» **The task**: Check each line of the entries below for the word "Dübendorfstrasse", then state how many lines have it and nothing more.

» **Data provided**:
-*-*-

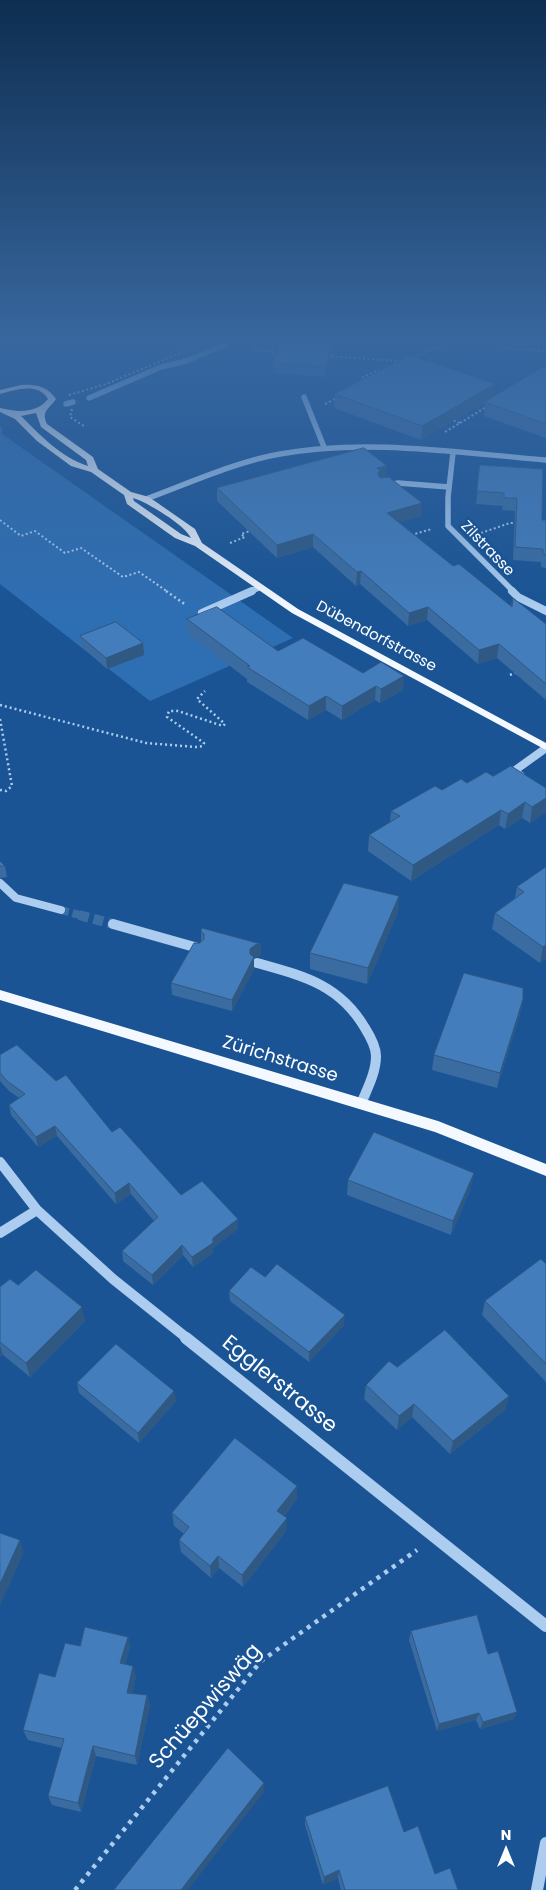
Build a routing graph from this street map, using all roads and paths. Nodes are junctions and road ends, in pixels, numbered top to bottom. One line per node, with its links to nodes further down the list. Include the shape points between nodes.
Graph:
1 (32, 432): 7 (main road, Dübendorfstrasse, via 74,464)
2 (55, 432): 7 (main road, Dübendorfstrasse, via 90,459)
3 (318, 432): 4 (street)
4 (324, 447): 5 (street, via 363,446); 11 (street, via 255,460)
5 (453, 453): 6 (street); 9 (street, Zilstrasse)
6 (546, 460)
7 (94, 470): 10 (main road, Dübendorfstrasse)
8 (382, 487): 9 (street, via 398,483)
9 (449, 487): 14 (street, Zilstrasse)
10 (128, 494): 11 (main road, Dübendorfstrasse); 19 (main road, Dübendorfstrasse, via 130,502 148,515 178,536)
11 (146, 499): 19 (main road, Dübendorfstrasse, via 192,531)
12 (0, 520): 22 (path, via 21,536 35,531 65,553 81,548 123,578 139,572)
13 (519, 523): 17 (path)
14 (448, 526): 16 (path); 21 (street, Zilstrasse, via 518,597)
15 (260, 528): 18 (path, via 241,534 246,538)
16 (410, 535)
17 (473, 536)
18 (230, 543)
19 (198, 544): 20 (main road, Dübendorfstrasse)
20 (259, 588): 22 (street); 28 (main road, Dübendorfstrasse, via 330,632)
21 (546, 611)
22 (199, 614)
23 (519, 672): 24 (path)
24 (510, 675)
25 (204, 691): 26 (path, via 197,699 225,724 223,726 178,711 169,711 167,717 204,743 196,747 146,743)
26 (0, 705)
27 (0, 719): 30 (path, via 12,786 6,791)
28 (546, 747): 29 (street, via 514,771)
29 (530, 782)
30 (0, 790)
31 (0, 883): 32 (street, via 16,898)
32 (61, 910)
33 (113, 924): 34 (street)
34 (198, 948)
35 (257, 963): 37 (street, via 311,978 339,995 360,1018 376,1055)
36 (0, 995): 37 (main road, Zürichstrasse)
37 (361, 1104): 39 (main road, Zürichstrasse, via 438,1127)
38 (0, 1162): 40 (street, Egglerstrasse)
39 (546, 1170)
40 (37, 1210): 41 (street); 42 (street, Egglerstrasse, via 113,1279)
41 (0, 1234)
42 (436, 1537): 43 (street, Egglerstrasse); 45 (path, Schüepwiswäg, via 261,1661)
43 (546, 1626)
44 (546, 1843): 46 (street)
45 (75, 1890)
46 (537, 1890)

-*-*-

» **Response box**: 7